Problem description
Where the line with "index tip: (188, 518)" appears below, start writing out lines exactly, and finish with the line with "thumb tip: (382, 436)", which is included; write out nothing else.

(Human keypoint data)
◇ ◇ ◇ ◇

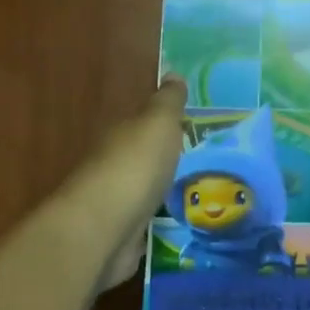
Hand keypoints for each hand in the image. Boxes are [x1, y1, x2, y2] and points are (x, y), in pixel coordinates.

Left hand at [58, 77, 187, 289]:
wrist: (105, 228)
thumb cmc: (134, 167)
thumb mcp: (158, 123)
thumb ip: (167, 102)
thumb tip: (172, 73)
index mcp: (120, 135)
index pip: (141, 124)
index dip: (165, 124)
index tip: (192, 128)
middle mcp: (113, 166)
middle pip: (143, 159)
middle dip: (166, 160)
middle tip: (204, 162)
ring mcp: (116, 203)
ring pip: (145, 192)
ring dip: (163, 192)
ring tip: (200, 194)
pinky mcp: (122, 236)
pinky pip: (146, 223)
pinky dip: (159, 221)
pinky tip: (180, 223)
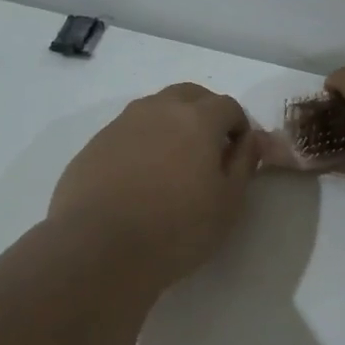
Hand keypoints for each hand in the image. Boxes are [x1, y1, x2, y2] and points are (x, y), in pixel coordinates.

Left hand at [49, 84, 260, 284]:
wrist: (99, 248)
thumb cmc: (176, 229)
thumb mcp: (228, 203)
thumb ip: (244, 164)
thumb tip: (250, 139)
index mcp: (196, 119)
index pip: (228, 106)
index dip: (239, 126)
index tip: (238, 154)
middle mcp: (158, 109)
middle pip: (190, 95)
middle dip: (206, 114)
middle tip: (210, 150)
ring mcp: (121, 124)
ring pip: (156, 109)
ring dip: (173, 124)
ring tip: (175, 164)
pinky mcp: (95, 144)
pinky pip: (129, 131)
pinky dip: (144, 143)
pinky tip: (141, 178)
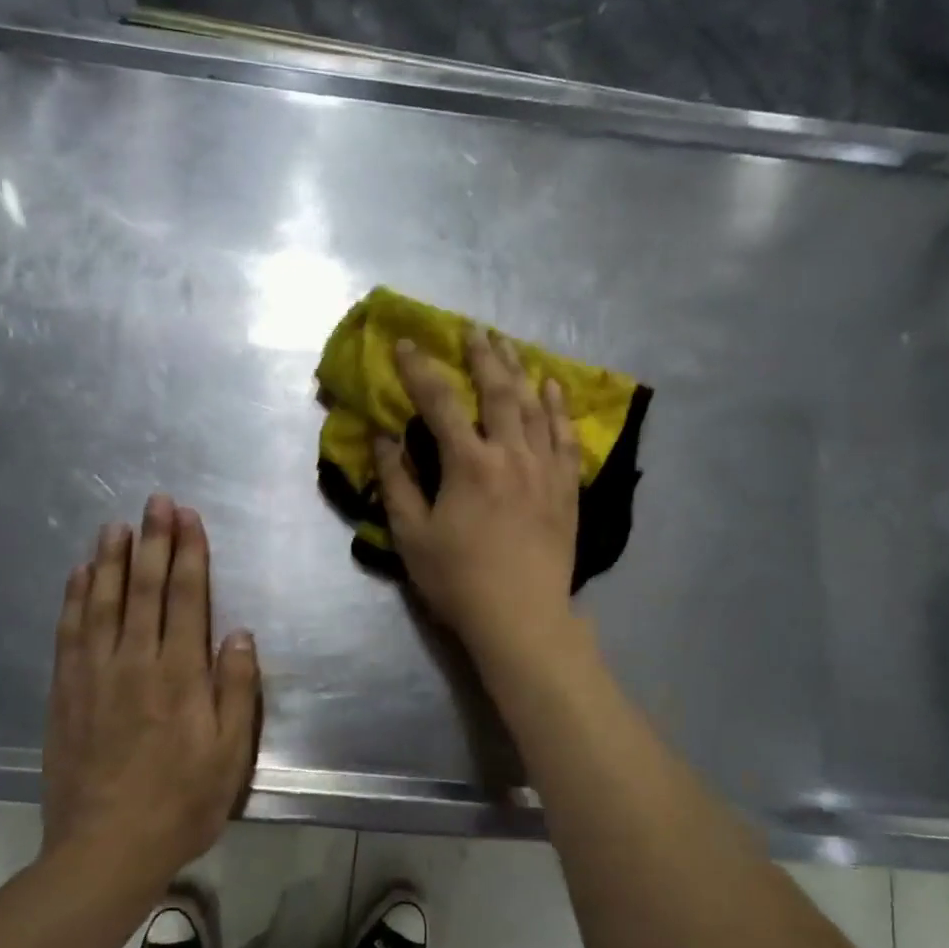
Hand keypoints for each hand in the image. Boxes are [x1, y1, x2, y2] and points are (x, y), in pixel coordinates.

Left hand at [41, 493, 259, 880]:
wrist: (105, 850)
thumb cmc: (181, 802)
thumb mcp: (229, 754)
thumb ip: (236, 689)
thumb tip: (238, 634)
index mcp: (180, 675)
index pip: (185, 599)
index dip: (188, 554)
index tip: (188, 518)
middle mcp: (135, 663)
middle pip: (143, 589)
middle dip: (152, 541)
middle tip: (156, 501)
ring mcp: (94, 675)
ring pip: (102, 603)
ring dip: (109, 559)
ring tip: (115, 524)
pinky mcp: (65, 693)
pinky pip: (68, 633)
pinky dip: (73, 599)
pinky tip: (77, 575)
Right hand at [375, 328, 582, 664]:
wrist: (521, 617)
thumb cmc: (458, 580)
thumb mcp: (412, 535)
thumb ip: (397, 481)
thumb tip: (382, 436)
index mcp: (468, 463)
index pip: (440, 402)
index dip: (420, 369)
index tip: (406, 343)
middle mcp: (510, 454)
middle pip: (498, 391)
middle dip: (481, 355)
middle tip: (472, 329)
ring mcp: (544, 469)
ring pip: (535, 406)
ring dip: (519, 370)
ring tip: (508, 345)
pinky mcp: (566, 488)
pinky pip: (565, 436)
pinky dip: (559, 408)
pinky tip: (553, 388)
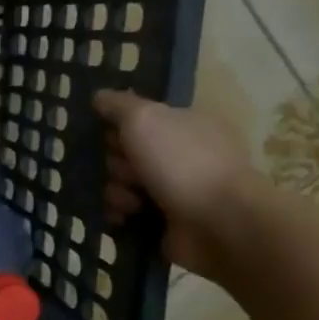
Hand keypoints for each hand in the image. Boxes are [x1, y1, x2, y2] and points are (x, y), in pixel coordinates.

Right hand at [94, 89, 267, 279]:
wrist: (219, 223)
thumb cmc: (182, 162)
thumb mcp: (145, 119)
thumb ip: (119, 105)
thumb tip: (99, 96)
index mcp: (187, 124)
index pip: (140, 119)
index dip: (120, 127)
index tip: (112, 136)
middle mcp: (183, 154)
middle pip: (127, 152)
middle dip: (117, 163)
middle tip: (128, 170)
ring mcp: (177, 189)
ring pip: (123, 183)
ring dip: (118, 191)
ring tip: (131, 201)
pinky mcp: (167, 220)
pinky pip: (128, 211)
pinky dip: (122, 214)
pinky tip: (127, 217)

◇ ◇ ◇ ◇

Answer area
index tip: (188, 518)
middle mcp: (135, 663)
middle pip: (143, 589)
middle dip: (152, 541)
middle tip: (156, 501)
ring mcp: (94, 675)
ring pip: (102, 603)
ring dip: (109, 559)
ring tip: (115, 524)
pinky mcp: (65, 693)
pinky pip: (68, 633)
pinky dip: (73, 599)
pinky tip: (77, 575)
Right hand at [375, 328, 582, 664]:
wrist: (521, 617)
thumb cmc: (458, 580)
thumb mcp: (412, 535)
thumb ip: (397, 481)
thumb tip: (382, 436)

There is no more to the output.